:: What you need to do ::
Each record must be printed again exactly as given.

:: Available data ::
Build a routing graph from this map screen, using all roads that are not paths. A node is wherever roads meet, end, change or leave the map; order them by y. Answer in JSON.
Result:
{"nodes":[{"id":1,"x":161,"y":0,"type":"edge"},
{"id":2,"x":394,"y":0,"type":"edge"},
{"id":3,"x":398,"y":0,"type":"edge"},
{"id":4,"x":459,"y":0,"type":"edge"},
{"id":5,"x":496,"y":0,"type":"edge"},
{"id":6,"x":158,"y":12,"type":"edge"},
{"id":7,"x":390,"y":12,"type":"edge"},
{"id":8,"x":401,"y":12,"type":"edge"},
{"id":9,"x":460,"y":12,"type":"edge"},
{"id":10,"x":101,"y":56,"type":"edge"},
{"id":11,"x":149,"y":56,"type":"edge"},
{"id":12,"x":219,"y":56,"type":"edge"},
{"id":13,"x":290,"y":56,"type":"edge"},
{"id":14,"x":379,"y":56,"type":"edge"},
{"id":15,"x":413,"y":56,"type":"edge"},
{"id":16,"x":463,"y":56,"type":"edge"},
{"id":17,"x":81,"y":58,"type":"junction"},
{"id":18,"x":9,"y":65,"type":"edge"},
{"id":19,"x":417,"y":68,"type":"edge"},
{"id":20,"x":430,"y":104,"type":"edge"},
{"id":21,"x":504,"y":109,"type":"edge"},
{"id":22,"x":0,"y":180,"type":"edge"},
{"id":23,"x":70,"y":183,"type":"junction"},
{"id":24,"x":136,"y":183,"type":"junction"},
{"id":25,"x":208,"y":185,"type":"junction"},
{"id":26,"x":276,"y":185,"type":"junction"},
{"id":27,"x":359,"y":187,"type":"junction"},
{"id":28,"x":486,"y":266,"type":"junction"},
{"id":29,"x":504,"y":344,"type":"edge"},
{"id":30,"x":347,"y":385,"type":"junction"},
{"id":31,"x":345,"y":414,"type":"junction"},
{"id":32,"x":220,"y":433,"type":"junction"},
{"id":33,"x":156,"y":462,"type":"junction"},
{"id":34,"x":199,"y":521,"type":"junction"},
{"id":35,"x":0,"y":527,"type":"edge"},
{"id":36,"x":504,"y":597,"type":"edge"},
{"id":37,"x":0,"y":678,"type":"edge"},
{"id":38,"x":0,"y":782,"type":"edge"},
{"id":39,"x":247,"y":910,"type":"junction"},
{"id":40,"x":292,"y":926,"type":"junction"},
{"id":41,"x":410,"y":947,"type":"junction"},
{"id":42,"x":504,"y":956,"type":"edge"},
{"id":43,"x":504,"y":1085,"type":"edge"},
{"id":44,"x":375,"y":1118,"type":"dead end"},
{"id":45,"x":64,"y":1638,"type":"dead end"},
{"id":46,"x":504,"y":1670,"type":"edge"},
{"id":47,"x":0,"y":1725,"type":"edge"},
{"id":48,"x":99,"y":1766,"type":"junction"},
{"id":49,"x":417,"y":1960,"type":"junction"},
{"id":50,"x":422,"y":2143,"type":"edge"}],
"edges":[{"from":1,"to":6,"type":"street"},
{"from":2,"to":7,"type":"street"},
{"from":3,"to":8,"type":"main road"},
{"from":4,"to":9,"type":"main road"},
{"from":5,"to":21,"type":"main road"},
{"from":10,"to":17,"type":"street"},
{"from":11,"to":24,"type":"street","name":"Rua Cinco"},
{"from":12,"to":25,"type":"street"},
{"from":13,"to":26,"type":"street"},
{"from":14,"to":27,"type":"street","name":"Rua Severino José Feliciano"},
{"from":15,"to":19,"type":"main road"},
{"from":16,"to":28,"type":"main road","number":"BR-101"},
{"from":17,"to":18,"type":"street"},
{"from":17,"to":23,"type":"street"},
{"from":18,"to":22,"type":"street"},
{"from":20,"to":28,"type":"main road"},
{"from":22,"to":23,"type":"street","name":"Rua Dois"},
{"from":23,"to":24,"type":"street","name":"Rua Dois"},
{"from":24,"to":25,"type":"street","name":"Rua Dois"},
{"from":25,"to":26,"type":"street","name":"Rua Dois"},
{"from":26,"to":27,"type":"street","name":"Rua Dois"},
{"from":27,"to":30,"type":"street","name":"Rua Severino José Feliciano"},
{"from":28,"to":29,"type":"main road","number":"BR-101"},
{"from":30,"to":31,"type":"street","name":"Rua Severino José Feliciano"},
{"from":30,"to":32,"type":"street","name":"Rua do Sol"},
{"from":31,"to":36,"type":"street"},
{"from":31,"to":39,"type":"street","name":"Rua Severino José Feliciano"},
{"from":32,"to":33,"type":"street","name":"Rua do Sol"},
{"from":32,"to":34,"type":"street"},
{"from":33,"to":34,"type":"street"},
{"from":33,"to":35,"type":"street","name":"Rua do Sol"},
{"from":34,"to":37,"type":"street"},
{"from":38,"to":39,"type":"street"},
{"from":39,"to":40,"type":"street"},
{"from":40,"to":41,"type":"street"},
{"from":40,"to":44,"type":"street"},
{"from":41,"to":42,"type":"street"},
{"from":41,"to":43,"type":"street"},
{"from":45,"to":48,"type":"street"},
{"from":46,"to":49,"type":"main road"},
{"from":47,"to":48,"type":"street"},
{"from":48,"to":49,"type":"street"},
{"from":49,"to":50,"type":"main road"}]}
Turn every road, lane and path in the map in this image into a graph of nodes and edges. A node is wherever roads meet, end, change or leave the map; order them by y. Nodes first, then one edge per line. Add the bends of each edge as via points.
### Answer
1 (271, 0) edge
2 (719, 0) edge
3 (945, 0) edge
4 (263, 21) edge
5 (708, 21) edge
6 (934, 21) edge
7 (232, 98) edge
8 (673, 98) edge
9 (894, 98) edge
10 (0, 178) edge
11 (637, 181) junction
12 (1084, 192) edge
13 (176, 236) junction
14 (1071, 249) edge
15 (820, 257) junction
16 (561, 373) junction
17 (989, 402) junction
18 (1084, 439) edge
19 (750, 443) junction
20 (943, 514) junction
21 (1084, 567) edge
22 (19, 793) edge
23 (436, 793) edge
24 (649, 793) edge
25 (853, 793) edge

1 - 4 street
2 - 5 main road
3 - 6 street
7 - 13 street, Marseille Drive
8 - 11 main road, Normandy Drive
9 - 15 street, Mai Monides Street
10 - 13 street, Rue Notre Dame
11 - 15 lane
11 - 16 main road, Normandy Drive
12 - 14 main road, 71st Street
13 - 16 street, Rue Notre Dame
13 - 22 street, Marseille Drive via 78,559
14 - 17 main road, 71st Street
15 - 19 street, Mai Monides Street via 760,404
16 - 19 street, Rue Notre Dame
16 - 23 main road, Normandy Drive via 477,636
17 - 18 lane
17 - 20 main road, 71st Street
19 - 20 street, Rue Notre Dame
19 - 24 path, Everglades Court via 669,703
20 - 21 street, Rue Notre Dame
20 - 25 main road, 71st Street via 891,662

:: Solution to the problem ::
Build a routing graph from this map screen, using all roads that are not paths. A node is wherever roads meet, end, change or leave the map; order them by y. Answer in JSON.
Result:
{"nodes":[{"id":1,"x":161,"y":0,"type":"edge"},
{"id":2,"x":394,"y":0,"type":"edge"},
{"id":3,"x":398,"y":0,"type":"edge"},
{"id":4,"x":459,"y":0,"type":"edge"},
{"id":5,"x":496,"y":0,"type":"edge"},
{"id":6,"x":158,"y":12,"type":"edge"},
{"id":7,"x":390,"y":12,"type":"edge"},
{"id":8,"x":401,"y":12,"type":"edge"},
{"id":9,"x":460,"y":12,"type":"edge"},
{"id":10,"x":101,"y":56,"type":"edge"},
{"id":11,"x":149,"y":56,"type":"edge"},
{"id":12,"x":219,"y":56,"type":"edge"},
{"id":13,"x":290,"y":56,"type":"edge"},
{"id":14,"x":379,"y":56,"type":"edge"},
{"id":15,"x":413,"y":56,"type":"edge"},
{"id":16,"x":463,"y":56,"type":"edge"},
{"id":17,"x":81,"y":58,"type":"junction"},
{"id":18,"x":9,"y":65,"type":"edge"},
{"id":19,"x":417,"y":68,"type":"edge"},
{"id":20,"x":430,"y":104,"type":"edge"},
{"id":21,"x":504,"y":109,"type":"edge"},
{"id":22,"x":0,"y":180,"type":"edge"},
{"id":23,"x":70,"y":183,"type":"junction"},
{"id":24,"x":136,"y":183,"type":"junction"},
{"id":25,"x":208,"y":185,"type":"junction"},
{"id":26,"x":276,"y":185,"type":"junction"},
{"id":27,"x":359,"y":187,"type":"junction"},
{"id":28,"x":486,"y":266,"type":"junction"},
{"id":29,"x":504,"y":344,"type":"edge"},
{"id":30,"x":347,"y":385,"type":"junction"},
{"id":31,"x":345,"y":414,"type":"junction"},
{"id":32,"x":220,"y":433,"type":"junction"},
{"id":33,"x":156,"y":462,"type":"junction"},
{"id":34,"x":199,"y":521,"type":"junction"},
{"id":35,"x":0,"y":527,"type":"edge"},
{"id":36,"x":504,"y":597,"type":"edge"},
{"id":37,"x":0,"y":678,"type":"edge"},
{"id":38,"x":0,"y":782,"type":"edge"},
{"id":39,"x":247,"y":910,"type":"junction"},
{"id":40,"x":292,"y":926,"type":"junction"},
{"id":41,"x":410,"y":947,"type":"junction"},
{"id":42,"x":504,"y":956,"type":"edge"},
{"id":43,"x":504,"y":1085,"type":"edge"},
{"id":44,"x":375,"y":1118,"type":"dead end"},
{"id":45,"x":64,"y":1638,"type":"dead end"},
{"id":46,"x":504,"y":1670,"type":"edge"},
{"id":47,"x":0,"y":1725,"type":"edge"},
{"id":48,"x":99,"y":1766,"type":"junction"},
{"id":49,"x":417,"y":1960,"type":"junction"},
{"id":50,"x":422,"y":2143,"type":"edge"}],
"edges":[{"from":1,"to":6,"type":"street"},
{"from":2,"to":7,"type":"street"},
{"from":3,"to":8,"type":"main road"},
{"from":4,"to":9,"type":"main road"},
{"from":5,"to":21,"type":"main road"},
{"from":10,"to":17,"type":"street"},
{"from":11,"to":24,"type":"street","name":"Rua Cinco"},
{"from":12,"to":25,"type":"street"},
{"from":13,"to":26,"type":"street"},
{"from":14,"to":27,"type":"street","name":"Rua Severino José Feliciano"},
{"from":15,"to":19,"type":"main road"},
{"from":16,"to":28,"type":"main road","number":"BR-101"},
{"from":17,"to":18,"type":"street"},
{"from":17,"to":23,"type":"street"},
{"from":18,"to":22,"type":"street"},
{"from":20,"to":28,"type":"main road"},
{"from":22,"to":23,"type":"street","name":"Rua Dois"},
{"from":23,"to":24,"type":"street","name":"Rua Dois"},
{"from":24,"to":25,"type":"street","name":"Rua Dois"},
{"from":25,"to":26,"type":"street","name":"Rua Dois"},
{"from":26,"to":27,"type":"street","name":"Rua Dois"},
{"from":27,"to":30,"type":"street","name":"Rua Severino José Feliciano"},
{"from":28,"to":29,"type":"main road","number":"BR-101"},
{"from":30,"to":31,"type":"street","name":"Rua Severino José Feliciano"},
{"from":30,"to":32,"type":"street","name":"Rua do Sol"},
{"from":31,"to":36,"type":"street"},
{"from":31,"to":39,"type":"street","name":"Rua Severino José Feliciano"},
{"from":32,"to":33,"type":"street","name":"Rua do Sol"},
{"from":32,"to":34,"type":"street"},
{"from":33,"to":34,"type":"street"},
{"from":33,"to":35,"type":"street","name":"Rua do Sol"},
{"from":34,"to":37,"type":"street"},
{"from":38,"to":39,"type":"street"},
{"from":39,"to":40,"type":"street"},
{"from":40,"to":41,"type":"street"},
{"from":40,"to":44,"type":"street"},
{"from":41,"to":42,"type":"street"},
{"from":41,"to":43,"type":"street"},
{"from":45,"to":48,"type":"street"},
{"from":46,"to":49,"type":"main road"},
{"from":47,"to":48,"type":"street"},
{"from":48,"to":49,"type":"street"},
{"from":49,"to":50,"type":"main road"}]}
Turn every road, lane and path in the map in this image into a graph of nodes and edges. A node is wherever roads meet, end, change or leave the map; order them by y. Nodes first, then one edge per line. Add the bends of each edge as via points.
### Answer
1 (271, 0) edge
2 (719, 0) edge
3 (945, 0) edge
4 (263, 21) edge
5 (708, 21) edge
6 (934, 21) edge
7 (232, 98) edge
8 (673, 98) edge
9 (894, 98) edge
10 (0, 178) edge
11 (637, 181) junction
12 (1084, 192) edge
13 (176, 236) junction
14 (1071, 249) edge
15 (820, 257) junction
16 (561, 373) junction
17 (989, 402) junction
18 (1084, 439) edge
19 (750, 443) junction
20 (943, 514) junction
21 (1084, 567) edge
22 (19, 793) edge
23 (436, 793) edge
24 (649, 793) edge
25 (853, 793) edge

1 - 4 street
2 - 5 main road
3 - 6 street
7 - 13 street, Marseille Drive
8 - 11 main road, Normandy Drive
9 - 15 street, Mai Monides Street
10 - 13 street, Rue Notre Dame
11 - 15 lane
11 - 16 main road, Normandy Drive
12 - 14 main road, 71st Street
13 - 16 street, Rue Notre Dame
13 - 22 street, Marseille Drive via 78,559
14 - 17 main road, 71st Street
15 - 19 street, Mai Monides Street via 760,404
16 - 19 street, Rue Notre Dame
16 - 23 main road, Normandy Drive via 477,636
17 - 18 lane
17 - 20 main road, 71st Street
19 - 20 street, Rue Notre Dame
19 - 24 path, Everglades Court via 669,703
20 - 21 street, Rue Notre Dame
20 - 25 main road, 71st Street via 891,662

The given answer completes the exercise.